(THE INPUT)

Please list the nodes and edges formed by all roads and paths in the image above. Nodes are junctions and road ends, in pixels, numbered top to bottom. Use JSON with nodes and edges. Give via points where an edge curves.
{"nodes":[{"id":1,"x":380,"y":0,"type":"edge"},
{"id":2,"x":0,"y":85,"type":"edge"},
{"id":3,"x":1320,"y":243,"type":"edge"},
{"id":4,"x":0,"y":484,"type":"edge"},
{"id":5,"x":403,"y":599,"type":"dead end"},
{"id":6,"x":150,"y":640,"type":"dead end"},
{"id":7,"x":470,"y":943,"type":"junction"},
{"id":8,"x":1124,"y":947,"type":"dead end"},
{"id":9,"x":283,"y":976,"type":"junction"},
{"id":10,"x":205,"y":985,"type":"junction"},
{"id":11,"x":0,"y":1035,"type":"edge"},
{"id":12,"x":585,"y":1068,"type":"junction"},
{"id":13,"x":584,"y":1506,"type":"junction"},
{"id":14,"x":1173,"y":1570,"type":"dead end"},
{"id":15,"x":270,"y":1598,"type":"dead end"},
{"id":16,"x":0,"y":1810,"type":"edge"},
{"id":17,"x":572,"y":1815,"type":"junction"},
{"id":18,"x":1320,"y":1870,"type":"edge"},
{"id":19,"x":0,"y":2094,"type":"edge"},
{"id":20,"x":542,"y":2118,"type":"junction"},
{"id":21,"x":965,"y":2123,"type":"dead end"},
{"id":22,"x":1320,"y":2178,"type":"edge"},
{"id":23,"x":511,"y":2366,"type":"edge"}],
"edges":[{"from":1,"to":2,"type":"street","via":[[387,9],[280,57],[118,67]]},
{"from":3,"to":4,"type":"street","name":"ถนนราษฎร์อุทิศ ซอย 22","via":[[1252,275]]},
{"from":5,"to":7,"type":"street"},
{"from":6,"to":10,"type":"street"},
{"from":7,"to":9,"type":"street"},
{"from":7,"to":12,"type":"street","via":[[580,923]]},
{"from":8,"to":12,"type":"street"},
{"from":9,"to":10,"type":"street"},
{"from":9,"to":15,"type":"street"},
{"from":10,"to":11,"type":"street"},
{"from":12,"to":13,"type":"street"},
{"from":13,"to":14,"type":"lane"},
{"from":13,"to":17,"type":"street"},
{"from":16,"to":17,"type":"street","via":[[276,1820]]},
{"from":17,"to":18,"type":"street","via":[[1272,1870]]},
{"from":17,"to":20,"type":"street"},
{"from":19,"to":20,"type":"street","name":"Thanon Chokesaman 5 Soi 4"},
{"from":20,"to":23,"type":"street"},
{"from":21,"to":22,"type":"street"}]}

(End THE INPUT)

*PROBLEM DESCRIPTION*: Copy out each line above, character for character.

*ANSWER BOX*:
Please list the nodes and edges formed by all roads and paths in the image above. Nodes are junctions and road ends, in pixels, numbered top to bottom. Use JSON with nodes and edges. Give via points where an edge curves.
{"nodes":[{"id":1,"x":380,"y":0,"type":"edge"},
{"id":2,"x":0,"y":85,"type":"edge"},
{"id":3,"x":1320,"y":243,"type":"edge"},
{"id":4,"x":0,"y":484,"type":"edge"},
{"id":5,"x":403,"y":599,"type":"dead end"},
{"id":6,"x":150,"y":640,"type":"dead end"},
{"id":7,"x":470,"y":943,"type":"junction"},
{"id":8,"x":1124,"y":947,"type":"dead end"},
{"id":9,"x":283,"y":976,"type":"junction"},
{"id":10,"x":205,"y":985,"type":"junction"},
{"id":11,"x":0,"y":1035,"type":"edge"},
{"id":12,"x":585,"y":1068,"type":"junction"},
{"id":13,"x":584,"y":1506,"type":"junction"},
{"id":14,"x":1173,"y":1570,"type":"dead end"},
{"id":15,"x":270,"y":1598,"type":"dead end"},
{"id":16,"x":0,"y":1810,"type":"edge"},
{"id":17,"x":572,"y":1815,"type":"junction"},
{"id":18,"x":1320,"y":1870,"type":"edge"},
{"id":19,"x":0,"y":2094,"type":"edge"},
{"id":20,"x":542,"y":2118,"type":"junction"},
{"id":21,"x":965,"y":2123,"type":"dead end"},
{"id":22,"x":1320,"y":2178,"type":"edge"},
{"id":23,"x":511,"y":2366,"type":"edge"}],
"edges":[{"from":1,"to":2,"type":"street","via":[[387,9],[280,57],[118,67]]},
{"from":3,"to":4,"type":"street","name":"ถนนราษฎร์อุทิศ ซอย 22","via":[[1252,275]]},
{"from":5,"to":7,"type":"street"},
{"from":6,"to":10,"type":"street"},
{"from":7,"to":9,"type":"street"},
{"from":7,"to":12,"type":"street","via":[[580,923]]},
{"from":8,"to":12,"type":"street"},
{"from":9,"to":10,"type":"street"},
{"from":9,"to":15,"type":"street"},
{"from":10,"to":11,"type":"street"},
{"from":12,"to":13,"type":"street"},
{"from":13,"to":14,"type":"lane"},
{"from":13,"to":17,"type":"street"},
{"from":16,"to":17,"type":"street","via":[[276,1820]]},
{"from":17,"to":18,"type":"street","via":[[1272,1870]]},
{"from":17,"to":20,"type":"street"},
{"from":19,"to":20,"type":"street","name":"Thanon Chokesaman 5 Soi 4"},
{"from":20,"to":23,"type":"street"},
{"from":21,"to":22,"type":"street"}]}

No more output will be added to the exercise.